What is a growing trend, is that people are not buying the biggest home they could quality for at the high end.

“We are seeing people who could get financing for a $1.5 million home, are buying a $900,000 home instead,” Hornung said. “They’re often being even more conservative by making a bigger down payment. In some cases, they don’t even have to go into jumbo-land,” because their loan balances are low enough to get a conventional loan instead. Many buyers, he notes, who could afford to pay cash, are still putting mortgages on homes, because money is so cheap.

Rates rising

Mortgage money, however, while still very low by historical standards, is not quite at the historic lows around 4.25 percent for a 30-year, fixed-rate loan.
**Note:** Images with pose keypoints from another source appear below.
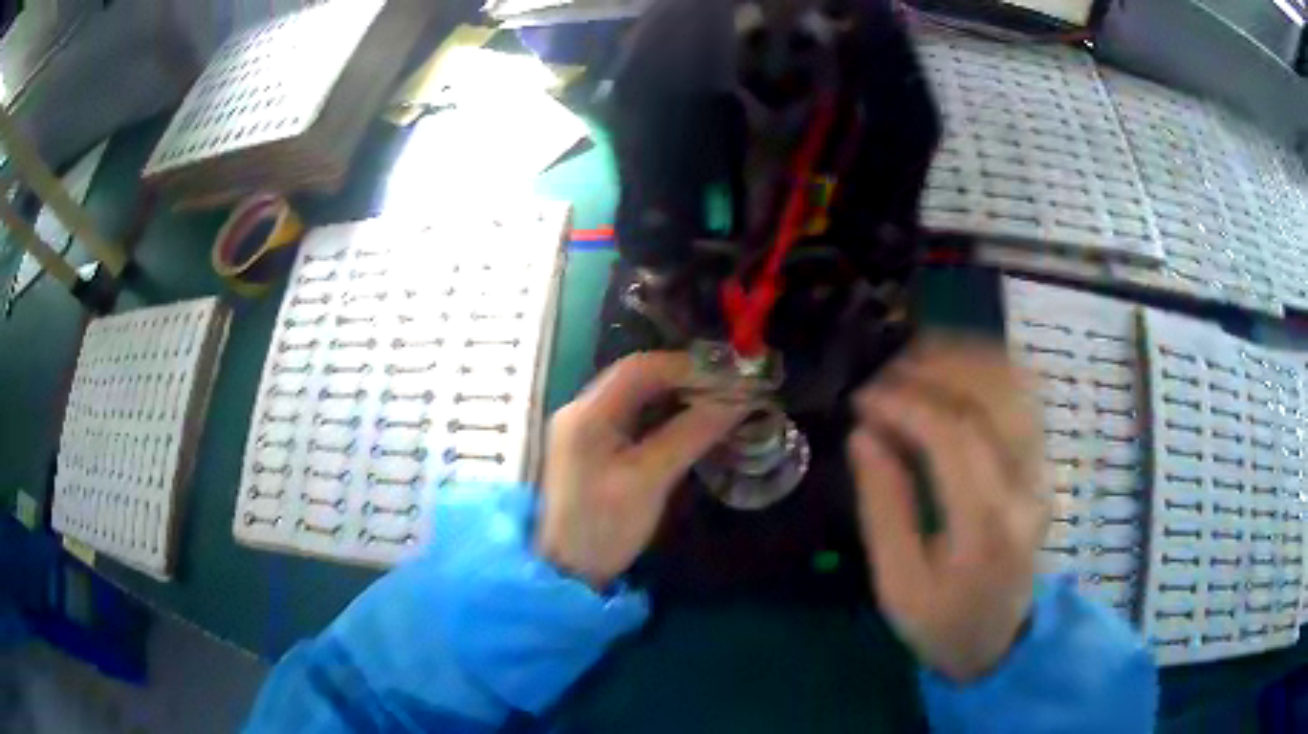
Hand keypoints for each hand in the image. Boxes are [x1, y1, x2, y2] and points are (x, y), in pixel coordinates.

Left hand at [536, 351, 747, 588]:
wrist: (566, 571)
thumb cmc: (603, 527)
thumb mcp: (650, 480)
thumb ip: (691, 433)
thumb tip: (737, 401)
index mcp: (588, 412)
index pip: (640, 367)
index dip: (686, 365)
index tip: (729, 375)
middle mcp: (582, 410)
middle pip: (638, 377)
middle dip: (685, 378)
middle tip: (730, 388)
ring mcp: (585, 429)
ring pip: (637, 397)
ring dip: (677, 396)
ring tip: (719, 403)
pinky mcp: (593, 448)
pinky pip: (633, 418)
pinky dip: (664, 415)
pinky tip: (692, 423)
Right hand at [847, 339, 1048, 681]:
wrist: (1001, 638)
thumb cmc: (943, 621)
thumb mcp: (897, 586)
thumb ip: (883, 509)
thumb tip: (864, 434)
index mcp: (987, 527)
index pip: (955, 438)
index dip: (906, 404)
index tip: (862, 397)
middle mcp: (1026, 486)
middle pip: (991, 398)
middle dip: (933, 370)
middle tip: (881, 372)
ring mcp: (1042, 469)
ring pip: (1014, 385)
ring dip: (963, 359)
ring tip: (912, 358)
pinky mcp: (1043, 462)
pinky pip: (1025, 395)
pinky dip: (989, 367)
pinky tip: (954, 365)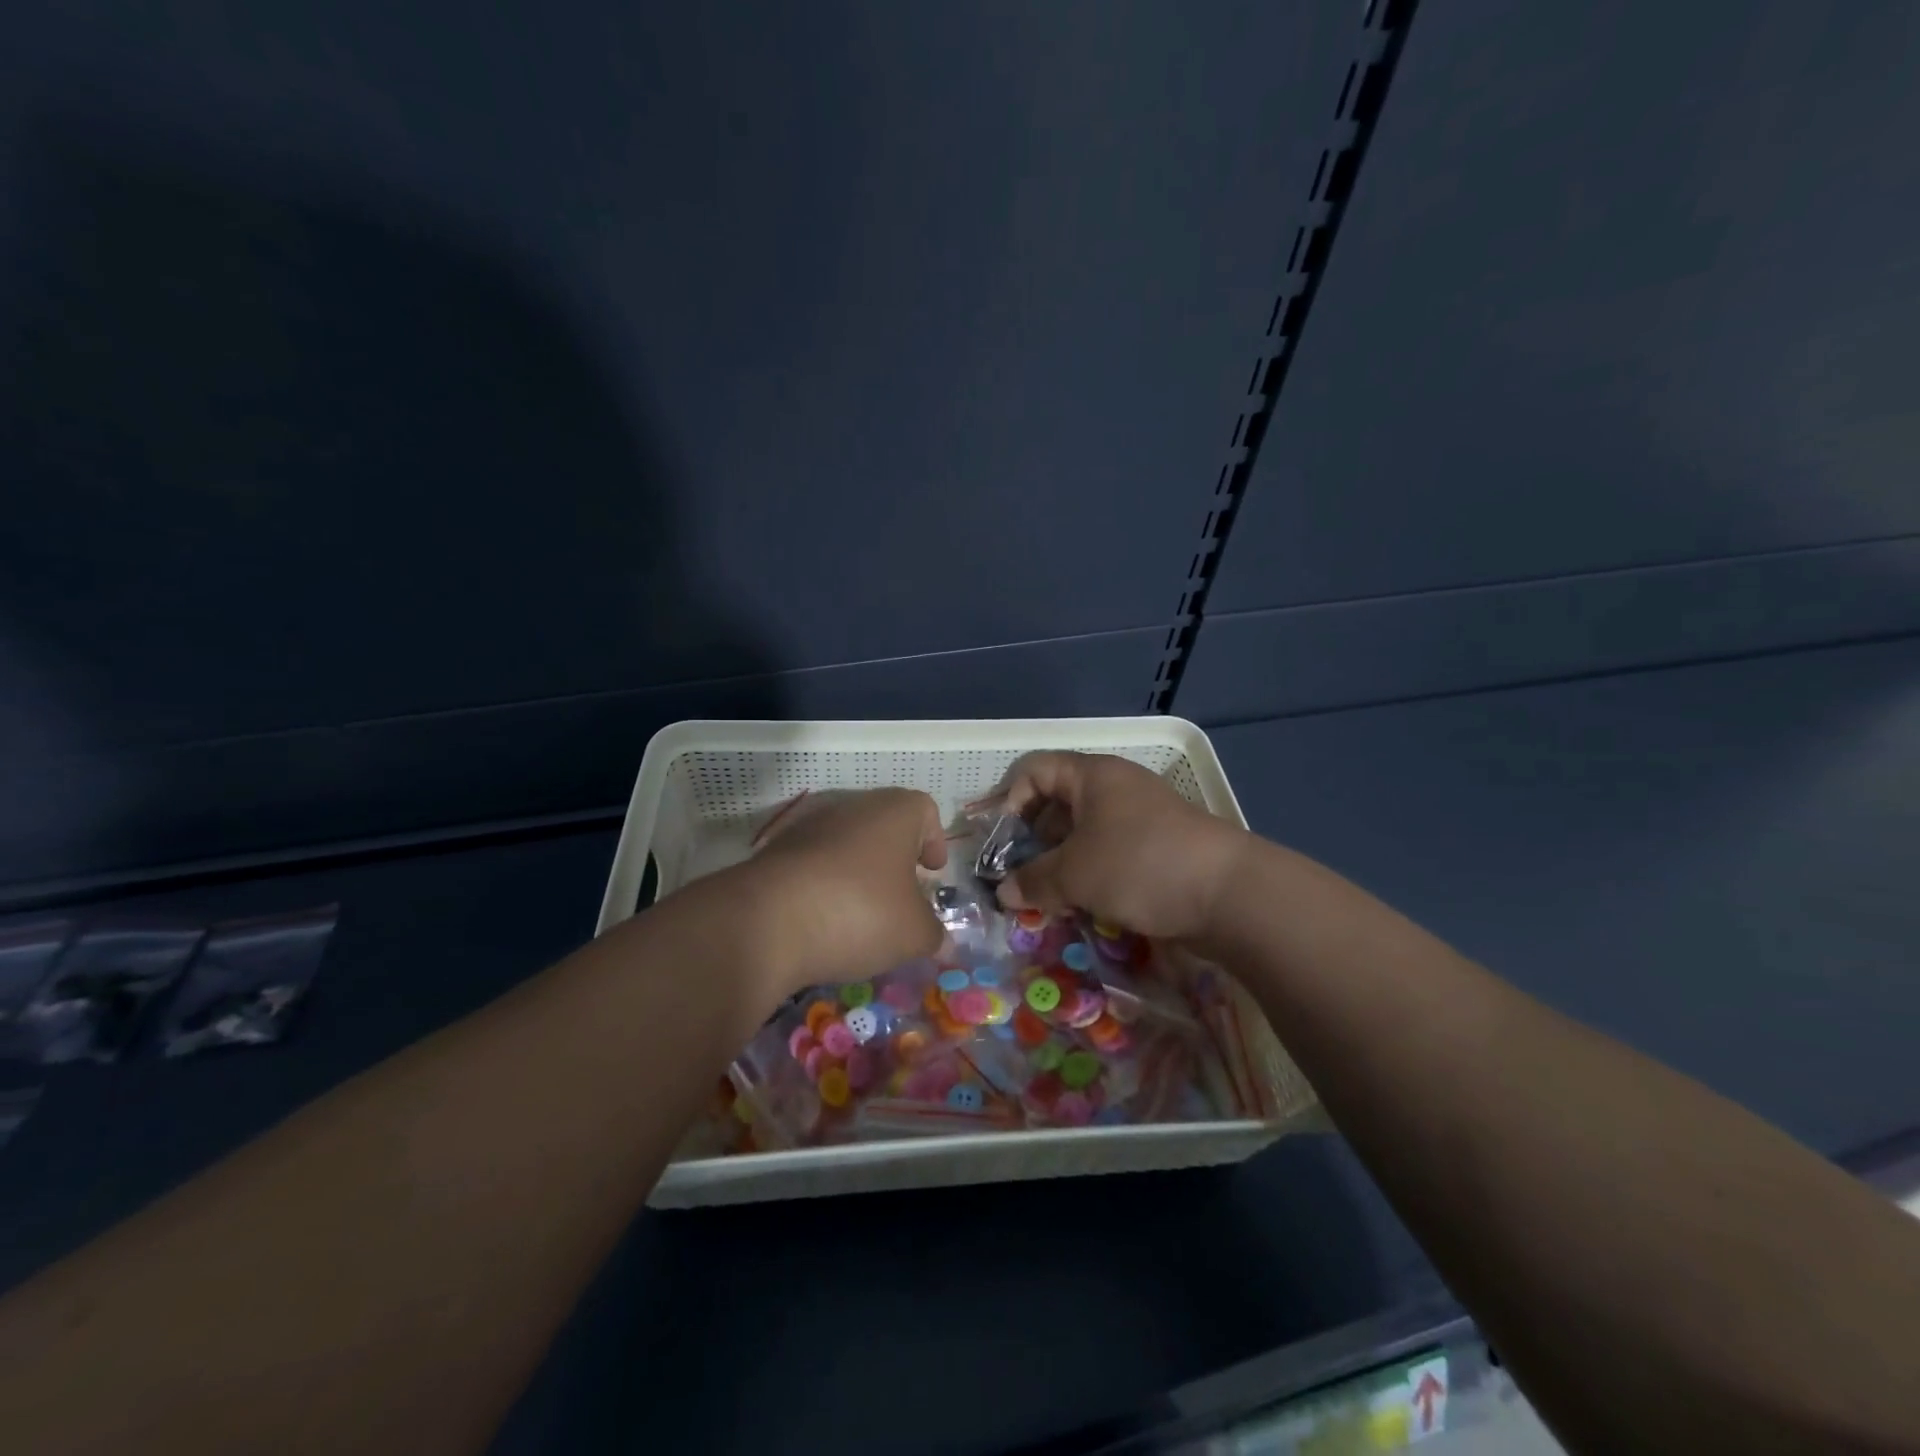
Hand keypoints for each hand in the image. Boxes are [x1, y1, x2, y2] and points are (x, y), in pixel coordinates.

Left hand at [738, 787, 948, 997]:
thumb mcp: (913, 933)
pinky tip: (824, 920)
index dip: (934, 839)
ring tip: (862, 914)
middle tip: (902, 897)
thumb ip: (934, 935)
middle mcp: (851, 807)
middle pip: (883, 825)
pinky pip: (813, 864)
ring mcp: (808, 826)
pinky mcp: (774, 852)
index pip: (924, 810)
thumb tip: (942, 942)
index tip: (932, 872)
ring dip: (858, 872)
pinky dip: (824, 885)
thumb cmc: (860, 911)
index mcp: (894, 812)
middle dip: (895, 860)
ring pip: (845, 843)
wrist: (766, 921)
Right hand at [990, 752, 1249, 943]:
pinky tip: (1081, 905)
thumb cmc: (1139, 865)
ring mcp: (1140, 818)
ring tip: (1046, 897)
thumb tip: (1002, 893)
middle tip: (1019, 876)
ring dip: (1060, 863)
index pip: (1035, 770)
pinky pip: (1109, 853)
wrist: (1229, 894)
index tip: (1002, 842)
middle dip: (1032, 840)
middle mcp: (1115, 789)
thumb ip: (1032, 881)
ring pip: (1083, 833)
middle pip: (1057, 803)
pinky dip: (1089, 875)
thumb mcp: (1075, 874)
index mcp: (1093, 776)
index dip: (1010, 800)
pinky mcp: (1157, 849)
Experts had been warning consumers that these super-low rates could not last forever, and people who did not take advantage of them, would miss a window of opportunity. “People have become accustomed to incredibly low rates. Partly, because everyone was saying in the spring that rates were going to tick up, but instead they went down, so understandably, people are saying: “Yeah, I’ve heard that before.”

But the truth is, Hornung said, rates had fallen so low, they didn’t have much room to go even lower. “They fell so low, that that the odds were much greater than they would rise than fall. There is no place to fall.”

While the initial increase in rates may get some people off the fence, what it also means that it erodes buying power of consumers, he said.

“A rule of thumb is that if they want to keep the same payment, a 50-basis point in interest rates is going to equate to a 5 percentage point loss in buying power,” Hornung said. “If you were going to buy a $300,000 home, now you might need to buy a $285,000 home, if you want to keep your payments down. So using history as a guide, you are going to lose some purchasing power with higher rates.”

Market out of the wood?

As far as looking through the windshield of the housing market, instead of the rear-view mirror, Hornung noted that he recently attended a presentation by nationally known housing expert Steve Harney.

He said that Harney noted that housing is a cyclical business, and while the market may appear as if it will bounce around on the bottom for another year or 18 months, the truth is, “we are already out of it. We are already on the on the other side of the cycle. The die has been cast. I’m not sure I completely agree, but I thought it was interesting.”